◆ REQUIREMENT ◆
Where does the word "than" occur in the entries below? Copy every line that has it.

◆ INFORMATION SUPPLIED ◆
+-------+

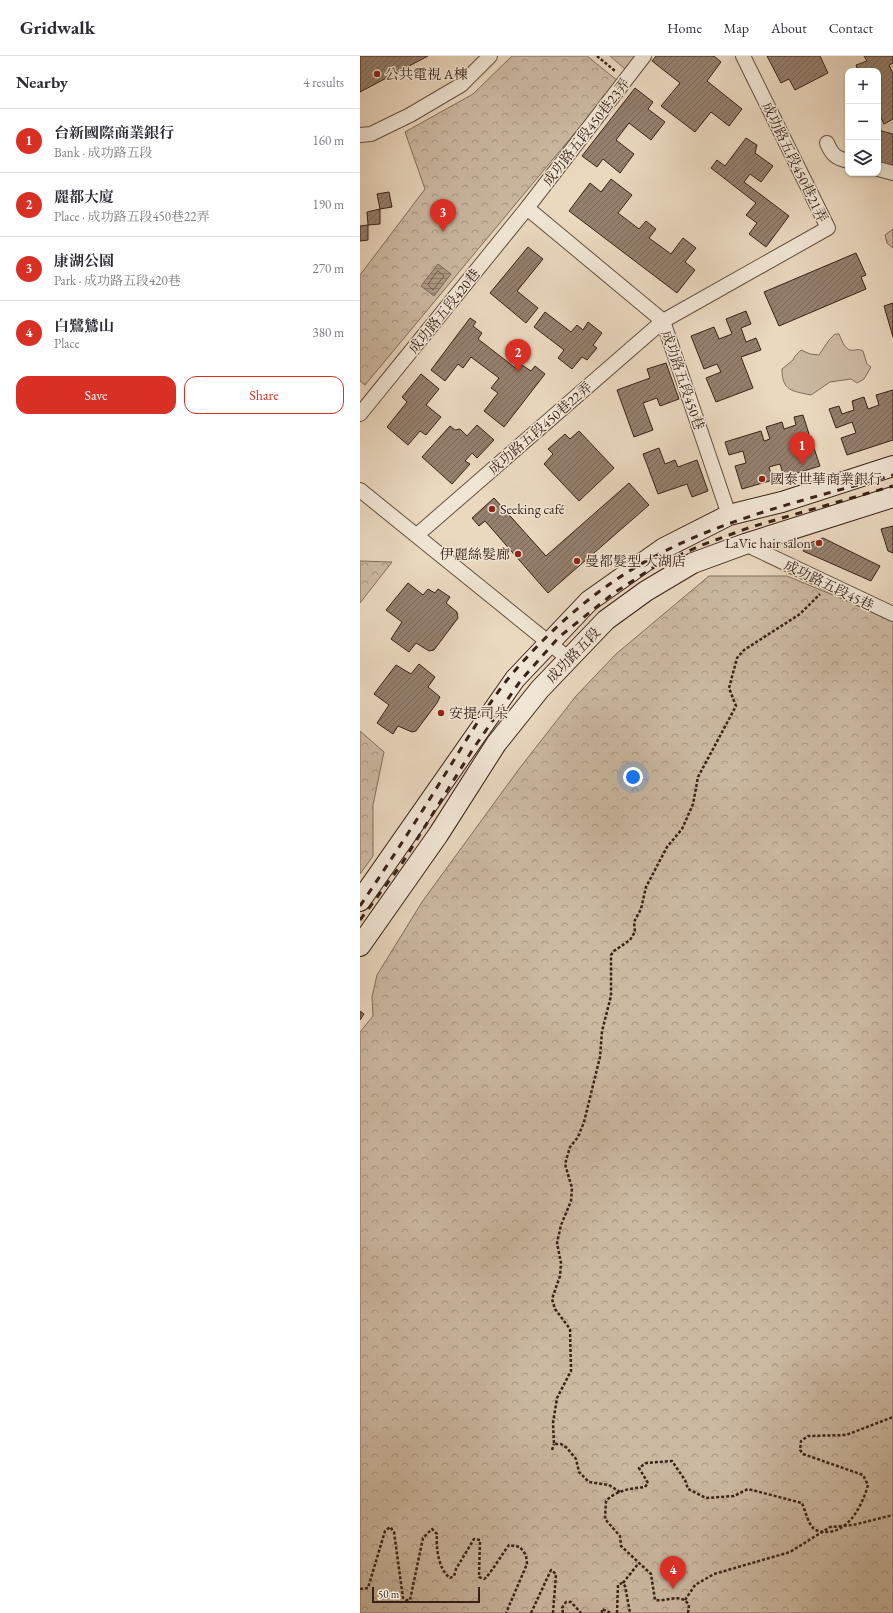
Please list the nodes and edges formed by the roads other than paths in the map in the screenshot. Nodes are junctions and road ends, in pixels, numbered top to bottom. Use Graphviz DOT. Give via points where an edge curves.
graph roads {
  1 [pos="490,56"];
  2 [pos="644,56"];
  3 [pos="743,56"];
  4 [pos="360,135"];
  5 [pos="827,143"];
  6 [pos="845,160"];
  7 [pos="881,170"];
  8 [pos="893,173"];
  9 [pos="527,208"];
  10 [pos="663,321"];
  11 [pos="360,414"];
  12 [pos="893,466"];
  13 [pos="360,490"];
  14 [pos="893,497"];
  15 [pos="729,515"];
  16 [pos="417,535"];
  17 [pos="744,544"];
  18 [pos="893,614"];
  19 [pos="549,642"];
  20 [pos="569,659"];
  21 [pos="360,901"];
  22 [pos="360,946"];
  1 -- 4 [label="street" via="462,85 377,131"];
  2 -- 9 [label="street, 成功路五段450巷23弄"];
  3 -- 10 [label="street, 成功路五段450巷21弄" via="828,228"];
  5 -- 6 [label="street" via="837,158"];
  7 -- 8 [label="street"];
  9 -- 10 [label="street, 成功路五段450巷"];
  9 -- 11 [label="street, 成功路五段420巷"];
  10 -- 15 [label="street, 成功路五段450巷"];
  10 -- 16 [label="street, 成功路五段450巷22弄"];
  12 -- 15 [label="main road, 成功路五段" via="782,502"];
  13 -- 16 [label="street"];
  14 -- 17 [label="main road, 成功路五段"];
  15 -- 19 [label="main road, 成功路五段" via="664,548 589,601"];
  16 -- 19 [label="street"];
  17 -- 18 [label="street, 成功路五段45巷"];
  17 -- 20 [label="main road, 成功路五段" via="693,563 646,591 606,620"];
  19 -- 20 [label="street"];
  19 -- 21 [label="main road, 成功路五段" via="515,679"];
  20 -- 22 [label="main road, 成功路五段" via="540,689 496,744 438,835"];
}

+-------+

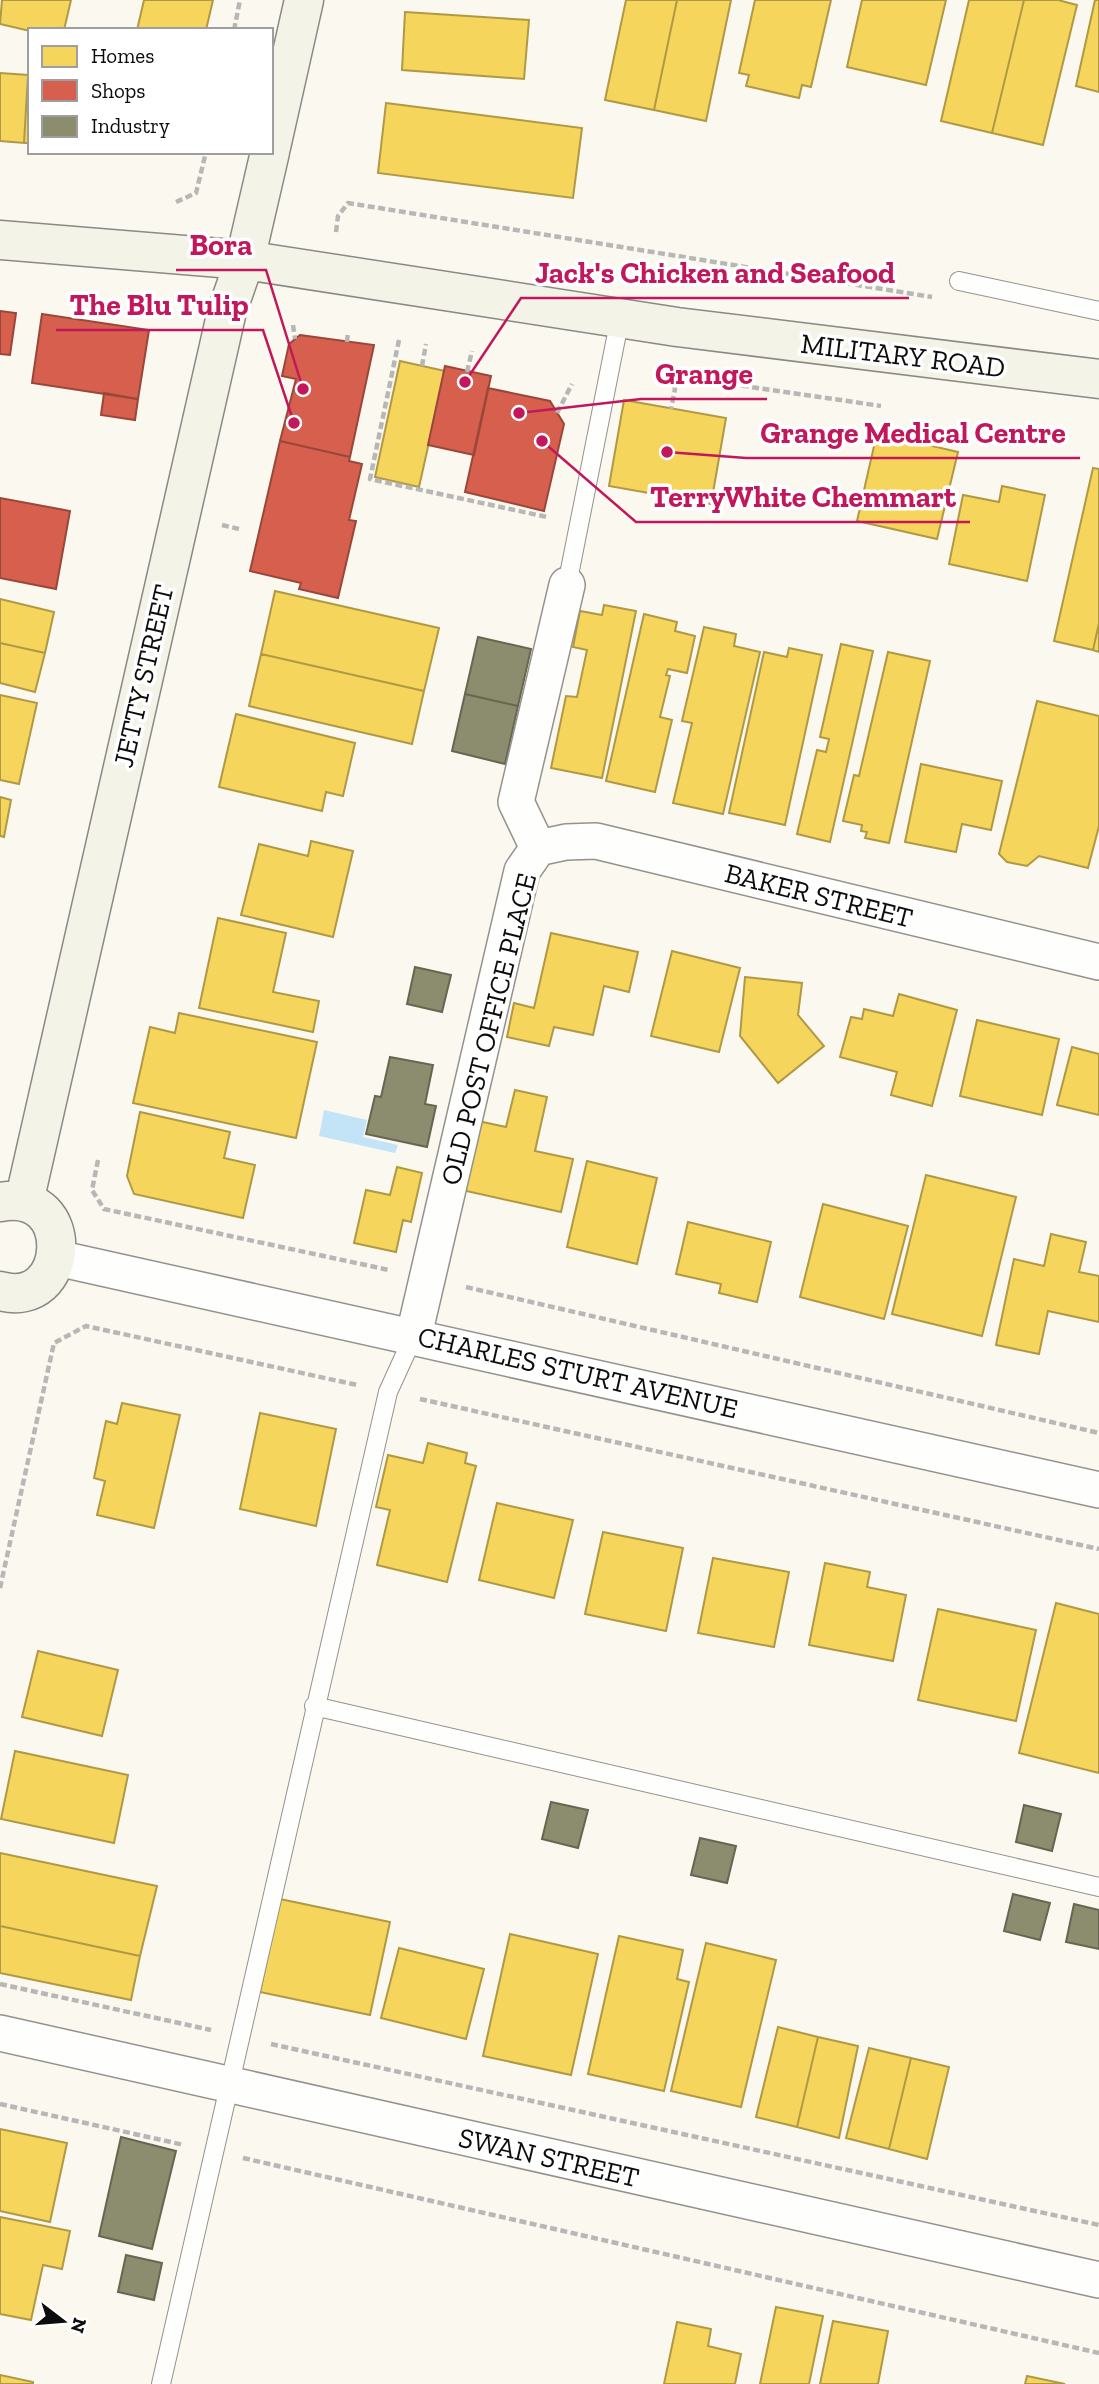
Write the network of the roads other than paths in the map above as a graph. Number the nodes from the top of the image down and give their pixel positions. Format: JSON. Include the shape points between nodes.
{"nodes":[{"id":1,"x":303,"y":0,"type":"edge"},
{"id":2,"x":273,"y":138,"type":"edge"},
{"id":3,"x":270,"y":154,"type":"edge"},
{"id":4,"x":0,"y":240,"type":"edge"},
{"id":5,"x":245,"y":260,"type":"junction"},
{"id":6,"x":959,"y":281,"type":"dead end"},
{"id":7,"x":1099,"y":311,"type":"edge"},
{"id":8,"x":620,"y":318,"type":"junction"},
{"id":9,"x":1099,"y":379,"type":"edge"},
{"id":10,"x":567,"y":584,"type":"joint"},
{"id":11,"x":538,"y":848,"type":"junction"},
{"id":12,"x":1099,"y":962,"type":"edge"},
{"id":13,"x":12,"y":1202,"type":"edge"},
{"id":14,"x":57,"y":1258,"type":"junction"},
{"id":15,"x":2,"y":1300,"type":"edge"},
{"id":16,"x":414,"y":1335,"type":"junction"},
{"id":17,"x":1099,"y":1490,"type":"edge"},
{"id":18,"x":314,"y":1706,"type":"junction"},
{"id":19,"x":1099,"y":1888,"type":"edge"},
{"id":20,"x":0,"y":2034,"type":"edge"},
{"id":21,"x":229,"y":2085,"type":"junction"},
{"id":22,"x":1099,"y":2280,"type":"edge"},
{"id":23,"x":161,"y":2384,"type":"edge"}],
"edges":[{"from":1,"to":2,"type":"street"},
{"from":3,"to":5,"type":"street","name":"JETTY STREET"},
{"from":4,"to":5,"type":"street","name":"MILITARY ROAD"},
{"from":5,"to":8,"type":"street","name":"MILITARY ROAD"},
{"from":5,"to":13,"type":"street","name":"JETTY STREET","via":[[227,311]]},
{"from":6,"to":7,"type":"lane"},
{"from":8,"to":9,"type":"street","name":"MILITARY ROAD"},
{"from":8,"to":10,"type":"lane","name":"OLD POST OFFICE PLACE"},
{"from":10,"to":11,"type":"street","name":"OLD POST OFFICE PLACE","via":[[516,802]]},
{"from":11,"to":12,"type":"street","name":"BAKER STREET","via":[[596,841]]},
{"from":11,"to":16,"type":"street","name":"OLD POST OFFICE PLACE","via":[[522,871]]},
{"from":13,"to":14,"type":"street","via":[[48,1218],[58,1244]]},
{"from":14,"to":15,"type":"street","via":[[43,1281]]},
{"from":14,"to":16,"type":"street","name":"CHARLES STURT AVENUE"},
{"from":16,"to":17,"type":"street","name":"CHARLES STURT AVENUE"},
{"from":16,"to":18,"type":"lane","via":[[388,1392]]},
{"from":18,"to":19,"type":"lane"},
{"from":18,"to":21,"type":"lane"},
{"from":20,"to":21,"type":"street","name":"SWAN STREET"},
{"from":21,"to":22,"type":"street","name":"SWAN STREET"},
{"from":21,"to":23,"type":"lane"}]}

+-------+

◆ ANSWER TO THIS PROBLEM ◆
Please list the nodes and edges formed by the roads other than paths in the map in the screenshot. Nodes are junctions and road ends, in pixels, numbered top to bottom. Use Graphviz DOT. Give via points where an edge curves.
Write the network of the roads other than paths in the map above as a graph. Number the nodes from the top of the image down and give their pixel positions. Format: JSON. Include the shape points between nodes.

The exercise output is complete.